Your task:
Where the word "العزيز" appears in a line below, copy the whole line.

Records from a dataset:
:::

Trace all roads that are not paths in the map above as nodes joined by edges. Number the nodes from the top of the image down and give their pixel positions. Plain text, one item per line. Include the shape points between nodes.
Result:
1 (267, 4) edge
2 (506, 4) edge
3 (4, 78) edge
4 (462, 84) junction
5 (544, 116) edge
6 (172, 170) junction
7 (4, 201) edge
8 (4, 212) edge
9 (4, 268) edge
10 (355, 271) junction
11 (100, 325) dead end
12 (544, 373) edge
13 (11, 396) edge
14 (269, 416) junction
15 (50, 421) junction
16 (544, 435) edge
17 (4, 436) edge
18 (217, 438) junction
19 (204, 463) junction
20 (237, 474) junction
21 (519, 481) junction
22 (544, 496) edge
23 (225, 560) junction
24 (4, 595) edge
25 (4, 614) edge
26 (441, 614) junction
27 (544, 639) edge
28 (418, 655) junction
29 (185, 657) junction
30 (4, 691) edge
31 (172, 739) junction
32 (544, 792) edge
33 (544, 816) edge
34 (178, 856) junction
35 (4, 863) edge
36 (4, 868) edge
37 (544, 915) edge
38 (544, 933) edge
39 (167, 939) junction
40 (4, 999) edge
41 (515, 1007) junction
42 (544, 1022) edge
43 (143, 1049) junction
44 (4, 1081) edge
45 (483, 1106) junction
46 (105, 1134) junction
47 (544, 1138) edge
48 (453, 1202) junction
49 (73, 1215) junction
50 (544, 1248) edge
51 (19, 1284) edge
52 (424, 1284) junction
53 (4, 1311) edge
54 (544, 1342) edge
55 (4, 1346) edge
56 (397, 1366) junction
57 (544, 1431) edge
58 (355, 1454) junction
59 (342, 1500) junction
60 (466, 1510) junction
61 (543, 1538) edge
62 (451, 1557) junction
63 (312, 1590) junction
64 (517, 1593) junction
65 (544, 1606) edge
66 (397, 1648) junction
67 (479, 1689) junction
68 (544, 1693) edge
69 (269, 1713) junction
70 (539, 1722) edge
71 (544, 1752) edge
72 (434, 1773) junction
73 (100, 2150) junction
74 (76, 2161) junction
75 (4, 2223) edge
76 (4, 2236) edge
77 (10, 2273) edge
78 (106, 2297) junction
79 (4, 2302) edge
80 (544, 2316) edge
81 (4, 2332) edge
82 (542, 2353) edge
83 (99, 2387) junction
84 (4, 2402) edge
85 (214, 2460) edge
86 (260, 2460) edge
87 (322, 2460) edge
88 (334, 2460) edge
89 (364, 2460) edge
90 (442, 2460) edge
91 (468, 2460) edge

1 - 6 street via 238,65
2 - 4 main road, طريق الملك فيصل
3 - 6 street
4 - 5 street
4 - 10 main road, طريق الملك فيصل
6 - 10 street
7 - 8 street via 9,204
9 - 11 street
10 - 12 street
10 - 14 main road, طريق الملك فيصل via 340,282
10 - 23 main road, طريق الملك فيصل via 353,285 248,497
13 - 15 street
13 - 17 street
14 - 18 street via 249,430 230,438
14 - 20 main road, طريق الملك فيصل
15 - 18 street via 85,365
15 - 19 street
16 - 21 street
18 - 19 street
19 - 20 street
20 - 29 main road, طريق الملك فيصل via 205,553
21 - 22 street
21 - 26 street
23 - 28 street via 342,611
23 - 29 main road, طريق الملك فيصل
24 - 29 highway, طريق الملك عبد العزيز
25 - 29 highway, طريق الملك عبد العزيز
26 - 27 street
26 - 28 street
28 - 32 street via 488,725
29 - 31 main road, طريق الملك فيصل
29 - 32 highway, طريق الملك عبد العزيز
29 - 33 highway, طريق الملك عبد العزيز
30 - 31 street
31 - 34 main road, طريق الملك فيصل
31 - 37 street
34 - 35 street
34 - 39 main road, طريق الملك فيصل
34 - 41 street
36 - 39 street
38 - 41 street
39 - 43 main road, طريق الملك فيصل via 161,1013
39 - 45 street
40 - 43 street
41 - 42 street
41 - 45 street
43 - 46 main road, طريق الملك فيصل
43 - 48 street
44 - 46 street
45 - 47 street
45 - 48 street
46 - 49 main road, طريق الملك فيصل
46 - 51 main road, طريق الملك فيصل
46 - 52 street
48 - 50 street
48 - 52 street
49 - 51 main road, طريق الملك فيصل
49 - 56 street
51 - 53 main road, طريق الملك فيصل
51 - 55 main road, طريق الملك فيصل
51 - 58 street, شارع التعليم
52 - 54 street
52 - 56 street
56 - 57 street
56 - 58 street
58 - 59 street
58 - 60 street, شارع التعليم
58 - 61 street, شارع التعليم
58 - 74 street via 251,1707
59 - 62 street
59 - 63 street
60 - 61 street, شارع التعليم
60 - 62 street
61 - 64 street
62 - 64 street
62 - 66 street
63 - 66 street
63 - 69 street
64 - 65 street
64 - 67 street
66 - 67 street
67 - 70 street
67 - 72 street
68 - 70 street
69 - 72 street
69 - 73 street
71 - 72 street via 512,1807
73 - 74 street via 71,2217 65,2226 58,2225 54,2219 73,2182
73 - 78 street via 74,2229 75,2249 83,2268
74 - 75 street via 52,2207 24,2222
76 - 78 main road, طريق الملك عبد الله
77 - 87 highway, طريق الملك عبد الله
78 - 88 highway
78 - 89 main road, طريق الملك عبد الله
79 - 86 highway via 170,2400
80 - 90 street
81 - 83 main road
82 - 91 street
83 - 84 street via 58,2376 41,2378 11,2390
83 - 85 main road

:::

Exercise answer:
24 - 29 highway, طريق الملك عبد العزيز
25 - 29 highway, طريق الملك عبد العزيز
29 - 32 highway, طريق الملك عبد العزيز
29 - 33 highway, طريق الملك عبد العزيز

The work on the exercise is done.